Benefits and Drawbacks

“Nothing beats watching participants in real time and being able to ask probing questions about what they are doing as it’s happening—and you’ll miss out on this opportunity.”

Before choosing to conduct unmoderated usability tests, it’s best to take a look at their benefits and drawbacks in comparison to traditional moderated testing.

Benefits of unmoderated usability testing include the following:

  • You can test hundreds of people simultaneously—while keeping them in their own natural environment.
  • You can test multiple Web sites simultaneously—for example, competitor Web sites, different brands, or Web sites for different countries.
  • You can test at a reduced cost—depending on the tool you use. There are definitely unmoderated usability testing tools that have ridiculously high prices, but some recent tools are very affordable, which can make unmoderated usability testing a less expensive option. (See my list of unmoderated usability testing tools.) Also, the participant honorariums for unmoderated tests are typically a lot lower.
  • Doing unmoderated usability testing is a great way of planting the seed of UCD methodologies and introducing usability testing into a company, using limited resources and budget—assuming you can use one of the less expensive testing tools.
  • There are fewer logistics to manage, with no need to set up testing schedules, set up and moderate individual test sessions, or worry about no-shows and getting last-minute replacements.

Drawbacks of unmoderated usability testing include the following:

  • Nothing beats watching participants in real time and being able to ask probing questions about what they are doing as it’s happening—and you’ll miss out on this opportunity.
  • Some participants may be interested only in earning the honorarium you’ve provided as an incentive. So, rather than taking the time to really perform each task and provide feedback, they’ll just click through the tasks without much thought. Luckily, you can filter such participants out of your findings by looking at their time on task or open-ended feedback. Depending on the capabilities of your chosen testing tool, this task can either be time consuming or quite painless.
  • You cannot conduct interview-based tasks. Participants who are passionate about the tasks they are performing interact with a user interface differently from those who are just doing what they are told.
  • Web analytics can mislead you by giving a wrong impression of a user’s experience. Also, what participants report on surveys can be very different in comparison to what they actually do. You can’t rely solely on rankings and satisfaction ratings to create an accurate picture of what your users actually need and want. Therefore, you should always include qualitative research questions in your unmoderated studies and analyze the self-reported feedback. If necessary, follow up with participants after a study to discuss their feedback.
  • It’s possible for participants to think they’ve successfully completed a task when they haven’t. To move on to the next task, participants must be able to decide whether they’ve completed their current task. For this reason, you need to develop straightforward tasks that have well-defined end states.

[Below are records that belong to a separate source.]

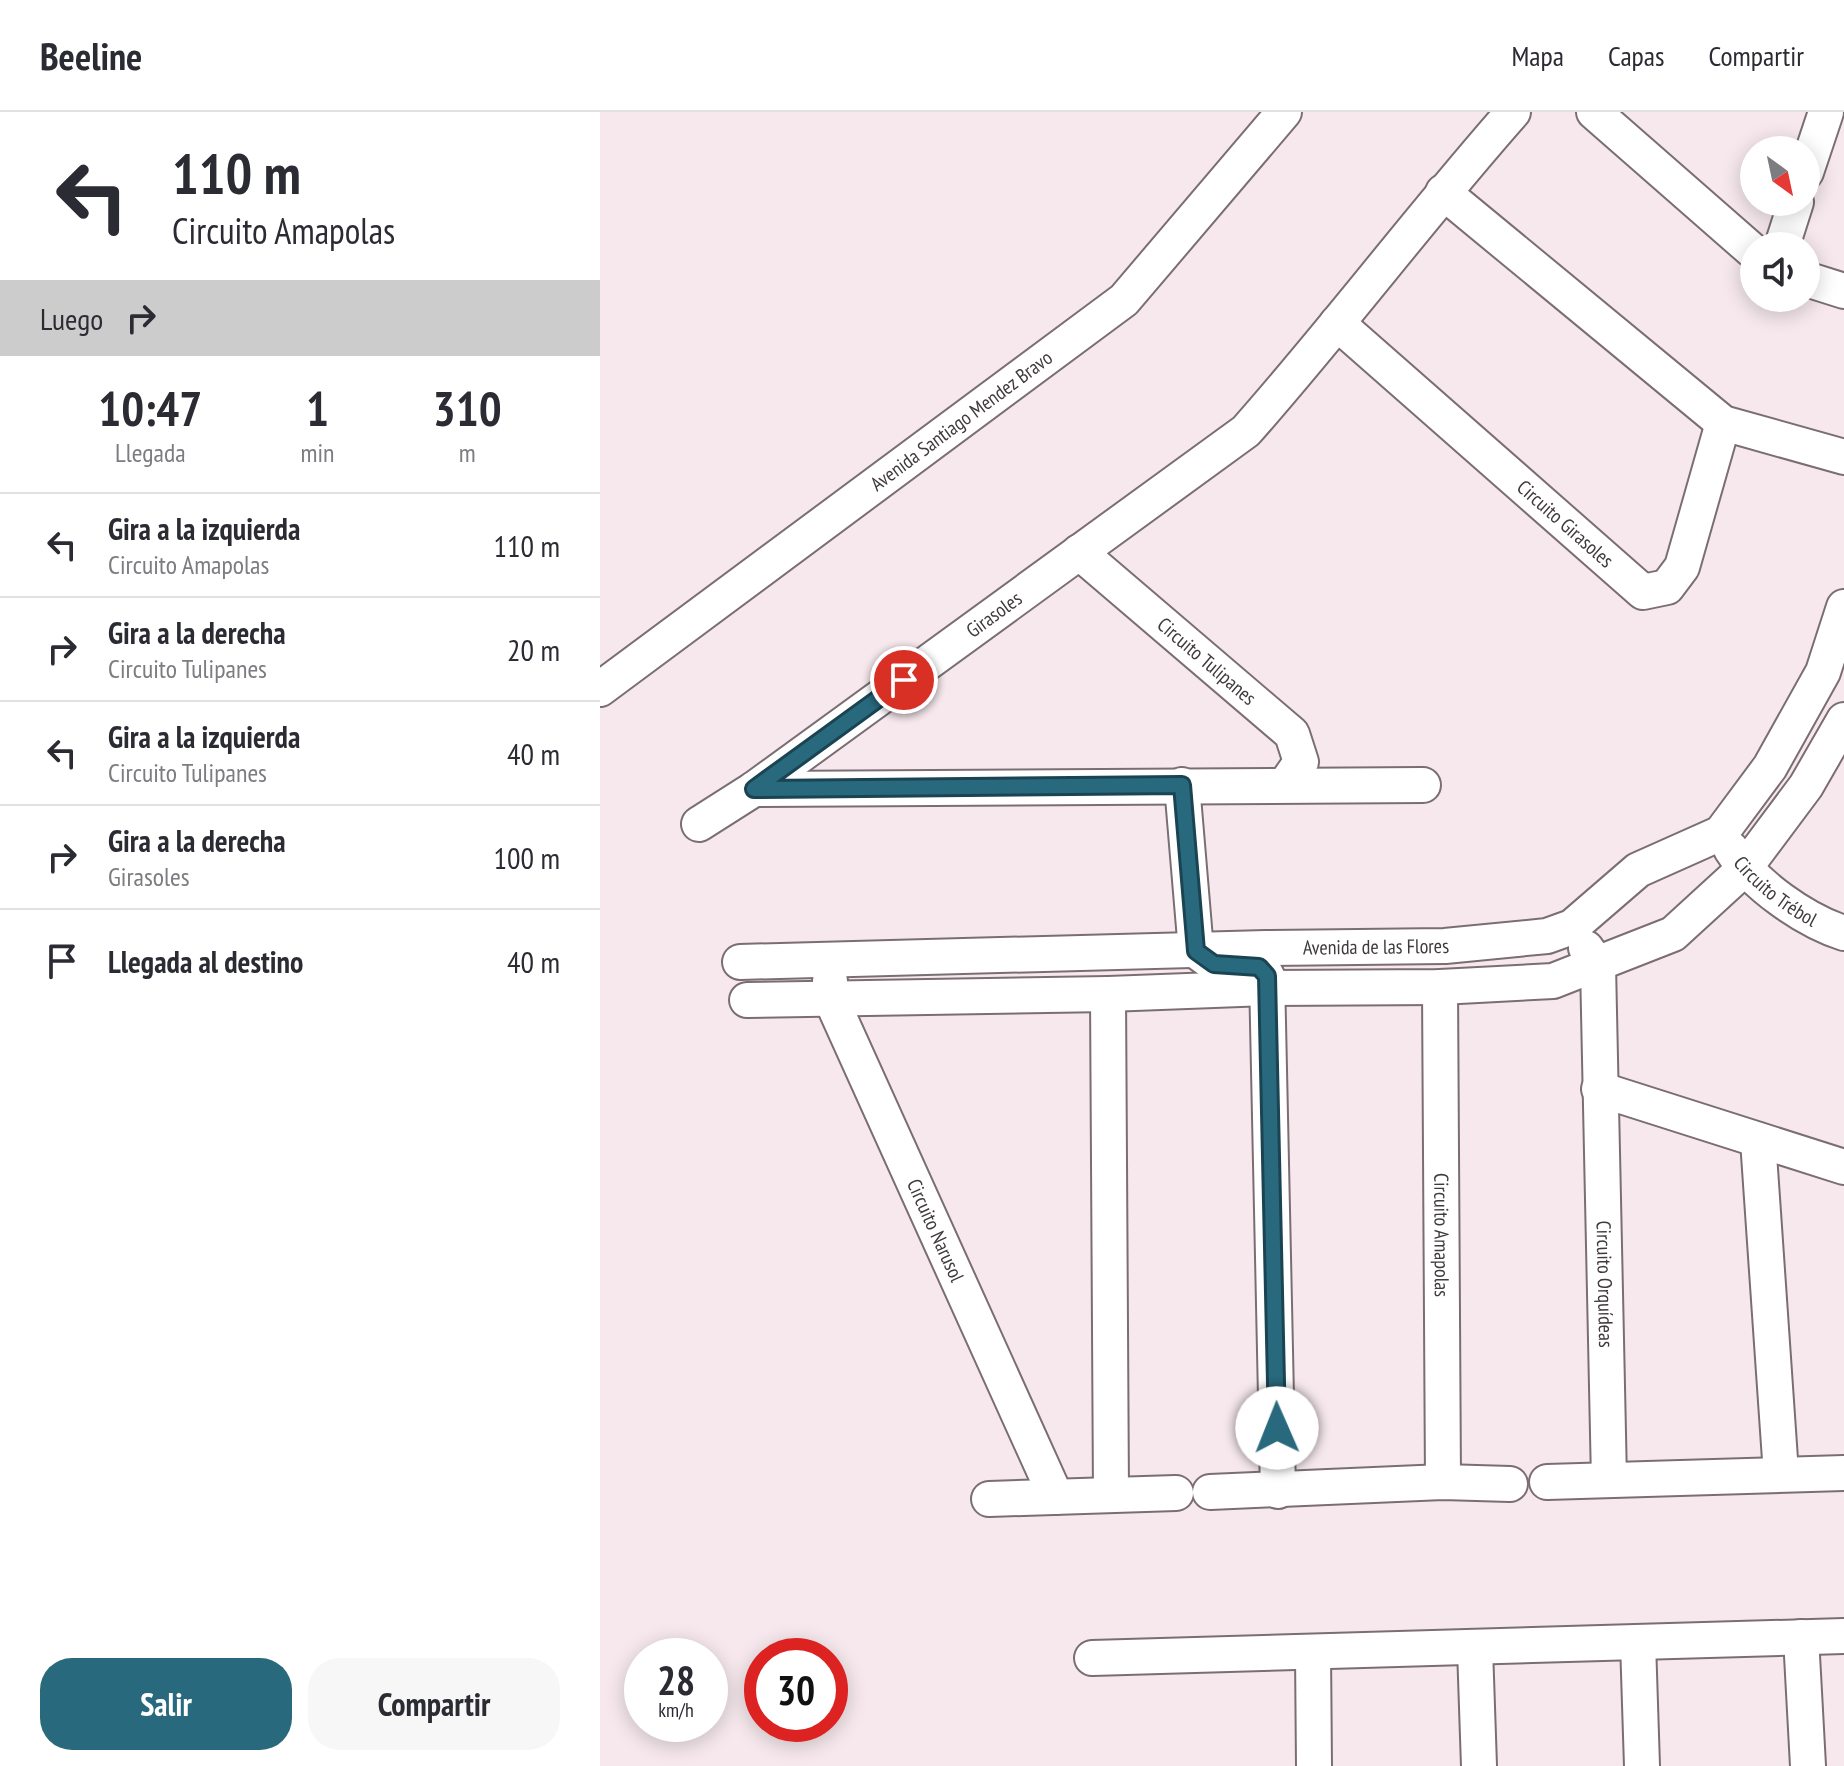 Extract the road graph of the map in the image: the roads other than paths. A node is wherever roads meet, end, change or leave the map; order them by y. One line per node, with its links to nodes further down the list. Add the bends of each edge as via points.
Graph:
1 (1284, 112): 15 (street, Avenida Santiago Mendez Bravo, via 1124,300)
2 (1513, 112): 6 (street)
3 (1594, 112): 7 (street)
4 (1826, 112): 5 (street)
5 (1818, 136)
6 (1443, 192): 10 (street); 11 (street)
7 (1740, 240)
8 (1820, 283): 9 (street)
9 (1844, 291)
10 (1337, 323): 11 (street, Circuito Girasoles, via 1643,592 1667,587 1682,567); 13 (street, Girasoles, via 1246,431)
11 (1723, 423): 12 (street)
12 (1844, 457)
13 (1079, 552): 19 (street, Circuito Tulipanes, via 1292,734 1301,762); 21 (street, Girasoles)
14 (1844, 607): 23 (street, Avenida de las Flores, via 1823,672 1770,767)
15 (600, 689)
16 (1844, 720): 17 (street, Avenida de las Flores)
17 (1835, 756): 24 (street, Avenida de las Flores)
18 (1182, 785): 19 (street); 21 (street); 27 (street)
19 (1285, 785): 20 (street)
20 (1423, 785)
21 (754, 789): 22 (street, Girasoles)
22 (699, 824)
23 (1721, 833): 24 (street, Circuito Trébol); 25 (street, Avenida de las Flores, via 1638,870)
24 (1744, 869): 26 (street, Circuito Trébol, via 1816,924); 30 (street, Avenida de las Flores, via 1673,934)
25 (1572, 927): 27 (street, Avenida de las Flores, via 1547,936 1445,946); 30 (street)
26 (1844, 933)
27 (1196, 951): 28 (street, Avenida de las Flores); 32 (street, via 1214,964 1259,967 1267,976)
28 (829, 960): 29 (street, Avenida de las Flores); 34 (street, Circuito Narusol)
29 (740, 962)
30 (1598, 965): 31 (street, Avenida de las Flores, via 1553,981); 36 (street, Circuito Orquídeas)
31 (1440, 987): 32 (street, Avenida de las Flores); 42 (street, Circuito Amapolas)
32 (1267, 988): 33 (street, Avenida de las Flores); 45 (street)
33 (1108, 994): 34 (street, Avenida de las Flores); 48 (street)
34 (831, 999): 35 (street, Avenida de las Flores); 49 (street, Circuito Narusol)
35 (747, 1000)
36 (1599, 1089): 37 (street); 41 (street, Circuito Orquídeas)
37 (1758, 1140): 38 (street); 40 (street)
38 (1844, 1167)
39 (1844, 1473): 40 (street)
40 (1781, 1474): 41 (street)
41 (1609, 1480): 43 (street)
42 (1443, 1482): 44 (street); 45 (street)
43 (1547, 1482)
44 (1510, 1484)
45 (1278, 1491): 46 (street)
46 (1210, 1492)
47 (1176, 1493): 48 (street)
48 (1111, 1495): 49 (street)
49 (1056, 1497): 50 (street)
50 (989, 1499)
51 (1844, 1636): 52 (street)
52 (1801, 1637): 53 (street); 60 (street)
53 (1638, 1642): 54 (street); 59 (street)
54 (1475, 1648): 55 (street); 58 (street)
55 (1313, 1652): 56 (street); 57 (street)
56 (1092, 1658)
57 (1314, 1766)
58 (1479, 1766)
59 (1642, 1766)
60 (1808, 1766)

When Should You Conduct an Unmoderated Test?

“Sometimes, you need greater numbers to give stakeholders the warm-and-fuzzy feeling they need to make million-dollar design decisions. … Use your large samples from unmoderated testing to help put big numbers behind some key findings from your initial moderated research.”

Have you ever presented findings from a moderated usability test only to receive push back on the data, because only 5–10 people participated in your study? As usability professionals, we know when our data is actionable. (How many times do you need to see someone fail to complete a task before you know it’s a problem?) But, sometimes, you need greater numbers to give stakeholders the warm-and-fuzzy feeling they need to make million-dollar design decisions.

Unmoderated usability testing can yield an enormous amount of data and feedback from participants, but you should not use it as a replacement for moderated usability testing. Unmoderated testing is best when you use it in conjunction with moderated testing. Use your large samples from unmoderated testing to help put big numbers behind some key findings from your initial moderated research.

Keep this in mind:

  • Moderated testing is still much better suited for multifaceted products or complex tasks that don’t have a structured sequence of steps.
  • Unmoderated testing is most effective when you have very specific questions about how people use a user interface for relatively simple and straightforward tasks.

Overview of Some Unmoderated Testing Tools

“New unmoderated testing tools are constantly appearing, so I urge you to use this list only as a starting point in your process of finding the best tool for your needs.”

Please note that this is not a complete list of all available unmoderated testing tools. New unmoderated testing tools are constantly appearing, so I urge you to use this list only as a starting point in your process of finding the best tool for your needs. Also, the pricing and feature list for each tool is current only as of this article’s date of publication. Since pricing and feature sets can change, you should visit these companies’ Web sites for the most current information about their offerings.

Keynote WebEffectiveKeynote WebEffective

Self-service option: Yes

Software download required: Yes

Recruiting options: Intercept users, use their panel, or do it yourself

Pricing: $$$$

UserZoomUserZoom

Self-service option: Yes

Software download required: Yes, but there is an optional version, without clickstream tracking, that doesn’t require a download.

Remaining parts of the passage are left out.